Other than being slightly edgy, he did not have any significant difficulties in the lead up to the operation. His pre-op appointment was uneventful although it did highlight his Autism. During the appointment, we saw the play therapy lady and a Jr Dr. He spoke in a mumble. He answered all their questions whilst looking only at me. He stimmed. He span on the spinning chair almost continuously. He fiddled with everything in sight. He didn't have any questions and declared that I had told him everything already! He loved the teenage gaming room in the ward and was almost excited to have some time away from home.

I think it is worth mentioning that his siblings have been very gentle with him. They understand how scary all this is and they want to make his days as simple as possible. Last week, for the first time in months, Hannon played with him for the whole afternoon. Earlier last week he spent a significant portion of the day with Lily and Harriet and I spent some of last Friday with him. Dominik has been mostly nocturnal again though so we must take that into account I guess. Lily and Hannon wrote him an adorable card and I know he appreciated their care and concern.

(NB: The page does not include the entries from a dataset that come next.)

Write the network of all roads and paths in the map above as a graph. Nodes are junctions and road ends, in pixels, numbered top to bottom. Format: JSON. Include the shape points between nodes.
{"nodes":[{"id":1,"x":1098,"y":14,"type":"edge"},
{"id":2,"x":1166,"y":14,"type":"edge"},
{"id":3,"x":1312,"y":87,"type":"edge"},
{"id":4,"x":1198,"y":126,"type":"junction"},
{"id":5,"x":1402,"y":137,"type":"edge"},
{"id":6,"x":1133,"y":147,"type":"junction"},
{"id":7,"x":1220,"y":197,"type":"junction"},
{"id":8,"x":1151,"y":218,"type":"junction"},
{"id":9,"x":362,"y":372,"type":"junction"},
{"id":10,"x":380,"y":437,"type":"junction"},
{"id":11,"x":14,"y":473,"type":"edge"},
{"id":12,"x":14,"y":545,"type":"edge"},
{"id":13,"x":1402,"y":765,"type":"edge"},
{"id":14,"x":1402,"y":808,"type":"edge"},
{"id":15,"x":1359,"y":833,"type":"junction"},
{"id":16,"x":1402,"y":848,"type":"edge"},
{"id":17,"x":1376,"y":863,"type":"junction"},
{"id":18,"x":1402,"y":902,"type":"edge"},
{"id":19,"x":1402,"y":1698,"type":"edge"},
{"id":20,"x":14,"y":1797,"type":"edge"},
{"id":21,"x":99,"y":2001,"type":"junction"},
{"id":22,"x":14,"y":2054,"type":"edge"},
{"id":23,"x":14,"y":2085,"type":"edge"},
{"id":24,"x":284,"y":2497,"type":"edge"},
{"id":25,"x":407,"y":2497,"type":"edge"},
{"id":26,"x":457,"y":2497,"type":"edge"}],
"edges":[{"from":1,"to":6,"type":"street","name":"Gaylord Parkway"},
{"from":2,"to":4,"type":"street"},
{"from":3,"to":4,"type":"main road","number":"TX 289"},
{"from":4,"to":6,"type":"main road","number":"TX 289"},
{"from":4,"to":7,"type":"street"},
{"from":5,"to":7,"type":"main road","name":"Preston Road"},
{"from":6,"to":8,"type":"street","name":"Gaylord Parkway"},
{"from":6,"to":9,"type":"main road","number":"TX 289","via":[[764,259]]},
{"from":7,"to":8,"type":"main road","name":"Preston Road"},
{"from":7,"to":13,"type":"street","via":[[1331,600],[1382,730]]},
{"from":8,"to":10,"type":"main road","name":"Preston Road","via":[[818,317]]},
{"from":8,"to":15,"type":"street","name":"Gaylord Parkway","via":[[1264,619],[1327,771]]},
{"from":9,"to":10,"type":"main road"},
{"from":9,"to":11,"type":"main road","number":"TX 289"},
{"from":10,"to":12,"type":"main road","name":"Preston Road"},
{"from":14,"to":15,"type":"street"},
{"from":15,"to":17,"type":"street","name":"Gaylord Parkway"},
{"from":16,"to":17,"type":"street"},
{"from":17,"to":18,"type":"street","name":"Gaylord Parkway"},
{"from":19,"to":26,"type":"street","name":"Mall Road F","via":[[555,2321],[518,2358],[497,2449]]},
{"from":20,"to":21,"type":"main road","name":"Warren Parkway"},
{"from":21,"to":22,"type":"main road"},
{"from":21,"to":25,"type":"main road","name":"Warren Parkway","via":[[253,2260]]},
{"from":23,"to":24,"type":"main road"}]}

We are now day four post-op and I am so thrilled with how things have gone.

He has had painkillers on three occasions since he came home. He has been having fun trying to navigate the house in his wheelchair (even thought it is not self-propelling). He has come to the table for meals. He is mindful of how long he is sitting for and happily asks for help to elevate his legs when he feels it is necessary. He is dealing with the 'pee pot' and his commode with dignity and maturity. He is excited by the thought of being able to walk 'properly' when the time comes.

We had an emotional morning before the operation as there was obviously some waiting involved before he was called down to theatre. He finally went down at midday. He walked there without issue and let them insert the cannula and wire him up without complaint, although he HATED the blood pressure cuff! He went under quickly and smoothly.

He was a little longer in recovery than I was expecting which was very scary! I was expecting him back at 1.30pm and was finally allowed to collect him at 4pm! Not the nicest experience that's for sure.

He decided that he was confident to stay overnight in the hospital by himself which was astounding to me. In fact, truth be told, he was far more confident of his ability to manage than I was! He didn't even flinch at the thought and when I arrived early the next morning, he was beaming and very ready to leave!

We saw the Dr and received our instructions for care of his cast and were ready to come home by 11am. We did hit a snag here when I couldn't get him in the car. It was the only time he panicked and shed a few tears.

I ended up leaving him there and going to collect the wheelchair and commode from the Red Cross and ordering a wheelchair accessible taxi to collect him.

Once we were home, well, it has been plain sailing.

All in all, my young man has exceeded all expectations (even his own) and has his gaze fixed firmly on the end result.